Für viele Bürger ist es unverständlich: Der Staat zahlt den Kirchen jährlich Entschädigungen in Millionenhöhe. Die sogenannten Staatsleistungen sind ein Relikt aus napoleonischen Zeiten. Doch was sind Staatsleistungen, und wie können sie abgeschafft werden? Ein Überblick:

Was sind Staatsleistungen?

Der deutsche Staat hat den Kirchen vor allem während der Reformationszeit und durch die umfassende Säkularisation infolge der napoleonischen Kriege 1803 viele Vermögenswerte entzogen, aus deren Erträgen sie sich vorher finanzieren konnten. Staatsleistungen sind nach Definition des Religionsverfassungsrechtlers Peter Unruh Entschädigungen für in der Vergangenheit erlittene Vermögensverluste der Religionsgemeinschaften. Es handelt sich nicht nur um Geld, sondern sie können auch in der Nutzung von Gebäuden bestehen, die dem Staat gehören. Außerdem sind die Kirchen von der Grundsteuer befreit.

Zu unterscheiden von den Staatsleistungen sind staatliche Subventionen für öffentliche Aufgaben. Diese erhalten kirchliche Träger von Kindergärten, Schulen, Krankenhäusern, Pflegeheimen oder anderen sozialen Einrichtungen. Hauptsächlich finanzieren sich die Kirchen durch Einnahmen aus der Kirchensteuer ihrer Mitglieder.

Wie viel Geld erhalten die Kirchen, und was machen sie damit?

Nach Angaben der Bundesländer haben die 27 katholischen Bistümer und 20 evangelischen Landeskirchen 2023 rund 638 Millionen Euro an Staatsleistungen erhalten. Regional gibt es aber große Unterschiede: Die höchsten Staatsleistungen zahlen die Bundesländer Baden-Württemberg und Bayern. In Hamburg und Bremen werden gar keine Staatsleistungen gezahlt. Um einer Entwertung entgegenzuwirken, werden die Zahlungen an die Gehaltssteigerungen des öffentlichen Dienstes gekoppelt.

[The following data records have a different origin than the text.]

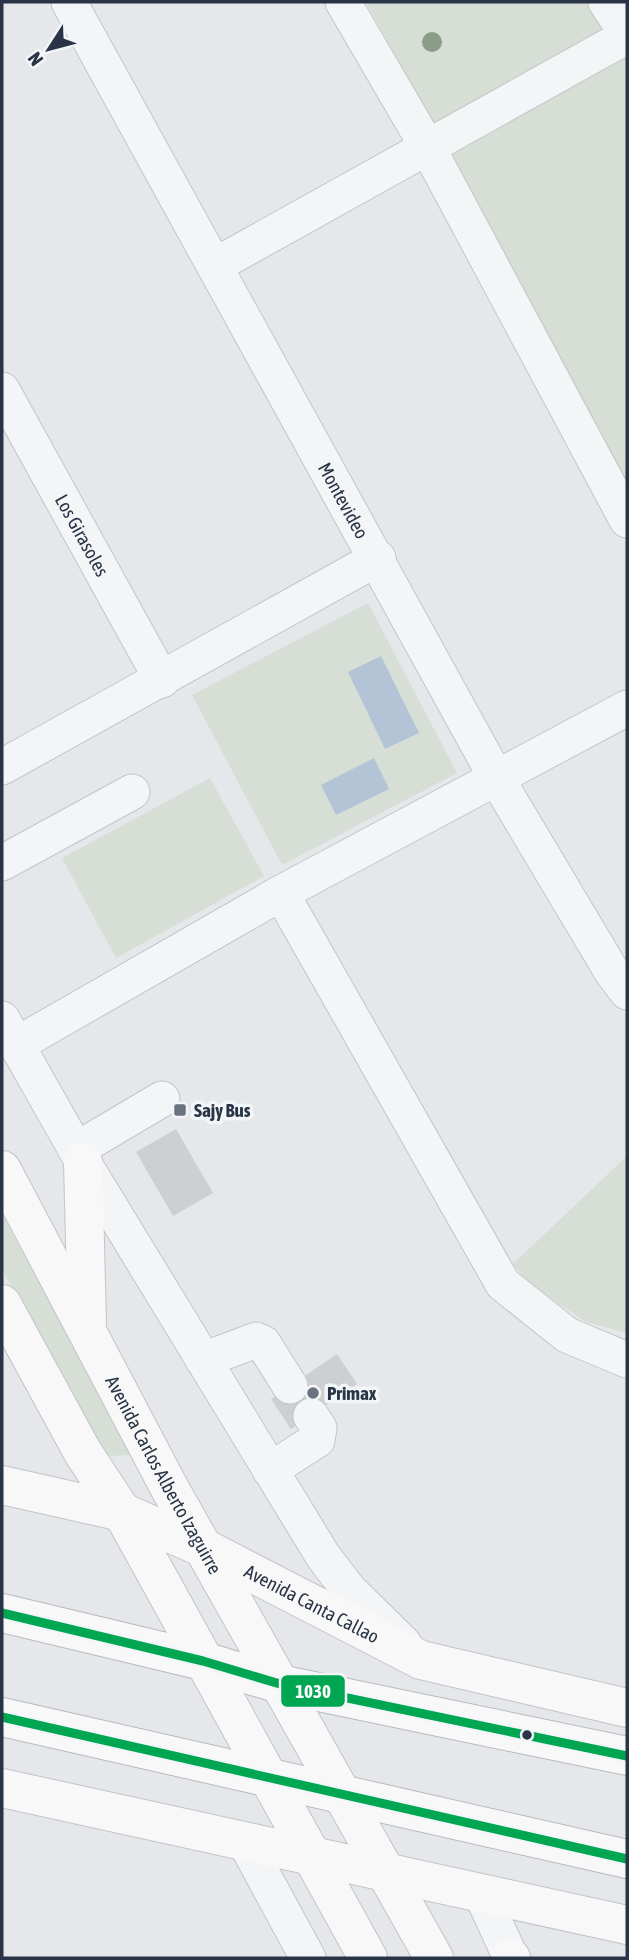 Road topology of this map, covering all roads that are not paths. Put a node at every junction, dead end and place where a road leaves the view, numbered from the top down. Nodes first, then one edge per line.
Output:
1 (69, 2) edge
2 (343, 2) edge
3 (606, 2) edge
4 (627, 35) edge
5 (428, 148) junction
6 (216, 265) junction
7 (2, 390) edge
8 (627, 520) edge
9 (378, 558) junction
10 (162, 680) junction
11 (627, 708) edge
12 (2, 766) edge
13 (497, 779) junction
14 (132, 792) dead end
15 (2, 863) edge
16 (281, 893) junction
17 (627, 992) edge
18 (9, 1032) edge
19 (162, 1099) dead end
20 (80, 1156) junction
21 (2, 1170) edge
22 (2, 1304) edge
23 (87, 1328) junction
24 (203, 1360) junction
25 (627, 1360) edge
26 (290, 1386) dead end
27 (310, 1416) dead end
28 (270, 1470) junction
29 (2, 1485) edge
30 (122, 1512) junction
31 (206, 1549) junction
32 (2, 1613) edge
33 (421, 1660) junction
34 (203, 1661) junction
35 (280, 1684) junction
36 (627, 1708) edge
37 (2, 1717) edge
38 (627, 1756) edge
39 (267, 1775) junction
40 (2, 1788) edge
41 (344, 1795) junction
42 (244, 1840) junction
43 (312, 1857) junction
44 (627, 1859) edge
45 (387, 1872) junction
46 (482, 1895) junction
47 (626, 1931) edge
48 (308, 1958) edge
49 (368, 1958) edge
50 (434, 1958) edge
51 (511, 1958) edge

1 - 6 street, Montevideo
2 - 5 street
3 - 4 street
4 - 5 street
5 - 6 street
5 - 8 street
6 - 9 street, Montevideo
7 - 10 street, Los Girasoles
9 - 10 street
9 - 13 street, Montevideo
10 - 12 street
11 - 13 street
13 - 16 street
13 - 17 street, Montevideo
14 - 15 street
16 - 18 street
16 - 25 street
18 - 20 street
19 - 20 street
20 - 23 main road
20 - 24 street
21 - 23 main road, Avenida Carlos Alberto Izaguirre
22 - 30 main road
23 - 31 main road, Avenida Carlos Alberto Izaguirre
24 - 26 street
24 - 28 street
27 - 28 street
28 - 33 street
29 - 30 main road, Avenida Canta Callao
30 - 31 main road, Avenida Canta Callao
30 - 34 main road
31 - 33 main road, Avenida Canta Callao
31 - 35 main road, Avenida Carlos Alberto Izaguirre
32 - 34 main road
33 - 36 main road, Avenida Canta Callao
34 - 35 main road
34 - 39 main road
35 - 38 main road
35 - 41 main road, Avenida Carlos Alberto Izaguirre
37 - 39 main road
39 - 41 main road
39 - 43 main road
40 - 42 main road
41 - 44 main road
41 - 45 main road, Avenida Carlos Alberto Izaguirre
42 - 43 main road
42 - 48 street
43 - 45 main road
43 - 49 main road
45 - 46 main road
45 - 50 main road, Avenida Carlos Alberto Izaguirre
46 - 47 main road
46 - 51 street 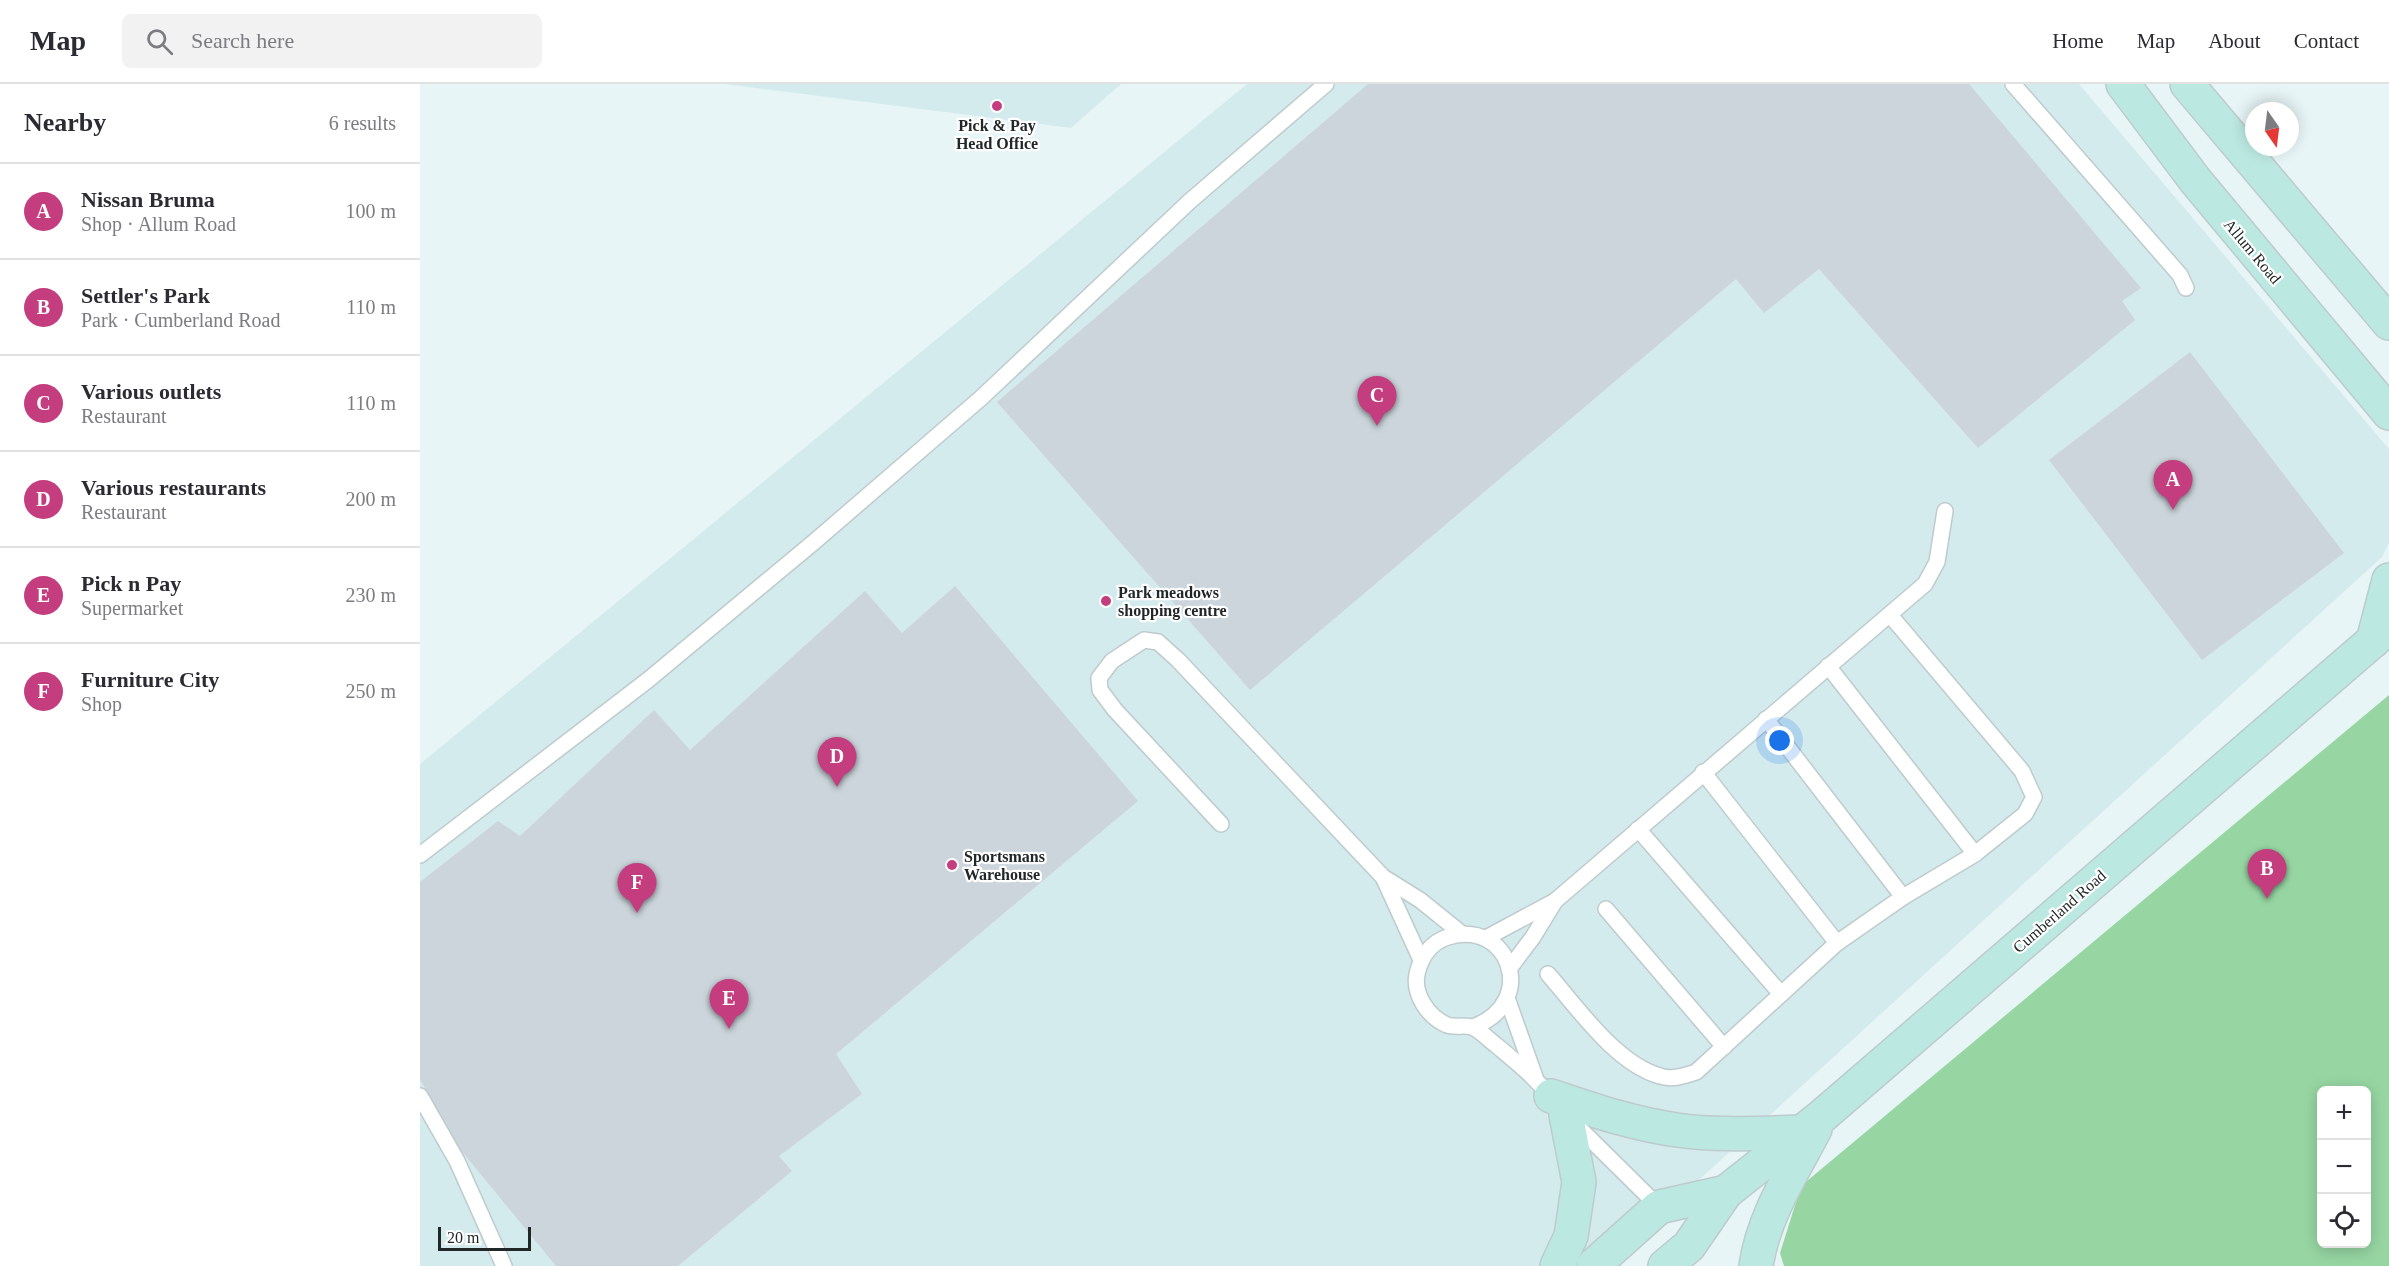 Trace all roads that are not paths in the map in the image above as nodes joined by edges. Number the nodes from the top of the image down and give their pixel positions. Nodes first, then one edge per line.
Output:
1 (1326, 84) edge
2 (2013, 84) edge
3 (2123, 84) edge
4 (2187, 84) edge
5 (2186, 288) dead end
6 (2389, 323) edge
7 (2389, 413) edge
8 (1945, 511) dead end
9 (2389, 580) edge
10 (1890, 615) junction
11 (2376, 643) edge
12 (1828, 666) junction
13 (1766, 719) junction
14 (1703, 772) junction
15 (1221, 824) dead end
16 (1638, 829) junction
17 (1975, 854) junction
18 (420, 855) edge
19 (1383, 877) junction
20 (1903, 897) junction
21 (1555, 901) junction
22 (1606, 909) dead end
23 (1461, 933) junction
24 (1486, 938) junction
25 (1837, 943) junction
26 (1421, 960) junction
27 (1509, 969) junction
28 (1548, 974) dead end
29 (1781, 994) junction
30 (1508, 998) junction
31 (1473, 1027) junction
32 (1724, 1047) junction
33 (420, 1096) edge
34 (1551, 1096) junction
35 (1812, 1125) junction
36 (1726, 1192) junction
37 (1659, 1207) junction
38 (1697, 1256) edge
39 (504, 1266) edge
40 (1557, 1266) edge
41 (1593, 1266) edge
42 (1665, 1266) edge
43 (1756, 1266) edge

1 - 18 lane
2 - 5 lane
3 - 7 main road, Allum Road
4 - 6 main road
8 - 10 lane
9 - 11 main road
10 - 12 lane
10 - 17 lane
11 - 35 main road, Cumberland Road
12 - 13 lane
12 - 17 lane
13 - 14 lane
13 - 20 lane
14 - 16 lane
14 - 25 lane
15 - 19 lane
16 - 21 lane
16 - 29 lane
17 - 20 lane
19 - 23 lane
19 - 26 lane
20 - 25 lane
21 - 24 lane
21 - 27 lane
22 - 32 lane
23 - 24 lane
23 - 26 lane
24 - 27 lane
25 - 29 lane
26 - 31 lane
27 - 30 lane
28 - 32 lane
29 - 32 lane
30 - 31 lane
30 - 34 lane
31 - 34 lane
33 - 39 lane
34 - 35 main road
34 - 37 lane
34 - 40 main road
35 - 36 main road, Cumberland Road
35 - 43 main road
36 - 37 main road, Cumberland Road
36 - 38 main road, Cumberland Road
37 - 38 main road
37 - 41 main road
38 - 42 main road, Cumberland Road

Nach Auskunft der Evangelischen Kirche in Deutschland (EKD) und der katholischen Deutschen Bischofskonferenz fließen die Staatsleistungen in die Haushalte ein. Meistens machen sie keinen großen Anteil der Einnahmen aus. Doch kleine Landeskirchen und Bistümer im Osten sind auf die Zahlungen angewiesen. Mit dem Geld bezahlen die Kirchen unter anderem Personalkosten, einige Mittel fließen den Angaben zufolge aber in kirchliche Angebote, die auch Nicht-Mitglieder nutzen können.

Warum sollen die Entschädigungen abgelöst werden?

Im Grundgesetz ist die Verpflichtung zur Ablösung der Staatsleistungen festgeschrieben, sie wurde aus der Weimarer Reichsverfassung übernommen. Die Staatsleistungen müssen zwar von den Bundesländern abgelöst werden, aber die Grundsätze dafür muss der Bund aufstellen. Ziel ist die saubere Trennung zwischen Kirche und Staat. Die Ampel-Koalition hat das Vorhaben in ihren Koalitionsvertrag aufgenommen.

Bund, Länder und Kirchen trafen sich vor zwei Jahren auch schon zu Gesprächen. Das Vorhaben liegt derzeit aber auf Eis, weil die Bundesländer, die am Ende zahlen müssen, mauern. Die Ampel-Fraktionen im Bundestag arbeiten trotzdem gerade an einem Gesetzentwurf, der im Herbst vorliegen könnte.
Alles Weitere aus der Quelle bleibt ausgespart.